Yeah and one of the things that you know we see and I'm sure that you know it's like the stuff that we're dealing with is I mean especially with a lot of the changing in requirements nowadays is that in many cases it's almost like governments are like we you know we're treating a little bit versus you know we're trying to actually maintain more control of you know for their subjects you know data within a specific jurisdictions you know there was always obviously a big push for this in Europe but even now it's even within Europe is getting even still you know and that is you know further going down like in Australia, South Africa, so I am sure that you know that the regulatory framework that that is that that is going to evolve out of that and the technical requirements that is going to that is going to impose on on global providers like us you know to basically help businesses you know comply with that are going to be particularly challenging in many cases right.
Yeah no it's it's very very difficult and unfortunately while it does provide some some sort of comfort and confidence with with customers it also limits our ability to to innovate and create great solutions so there's always a bit of a balancing act there and protection, safeguard, privacy versus you know the speed of innovation.

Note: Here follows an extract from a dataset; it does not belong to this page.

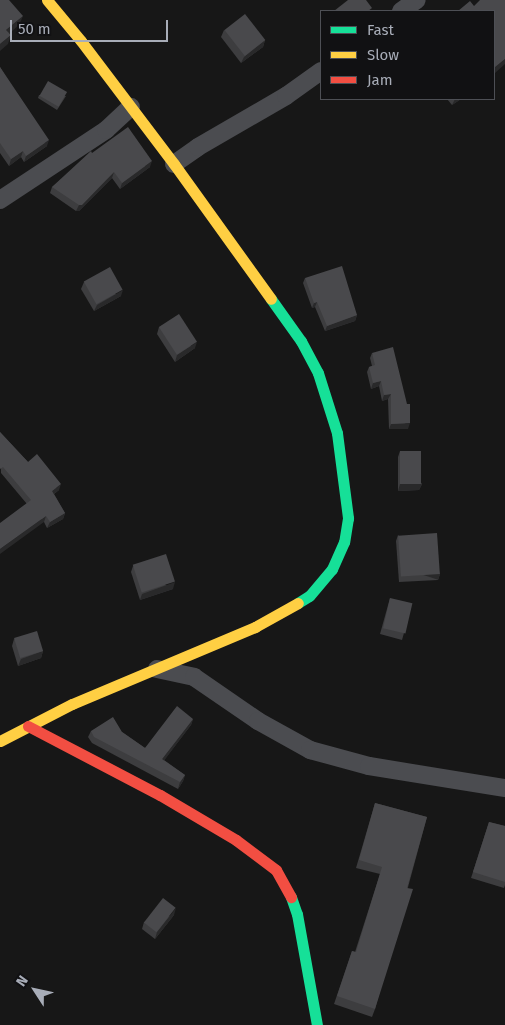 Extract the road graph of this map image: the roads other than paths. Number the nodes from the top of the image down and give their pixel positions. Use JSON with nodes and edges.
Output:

Yeah so let's talk about that a little bit about innovation right so one of the things that you know always happens is like this tension you know a little bit in in terms of maintaining you know good security and privacy and compliance uh uh postures but at the same time you know create an environment of innovation you know with with the with the with the engineering teams right especially you know support software providers like us so you know maybe Ben or you can start but how do you you know what what are some of the challenges that that you know you guys have faced in states around that and uh and uh uh what are some of the solutions that we've answered to maintain a good healthy balance between between you know sometimes those competing priorities.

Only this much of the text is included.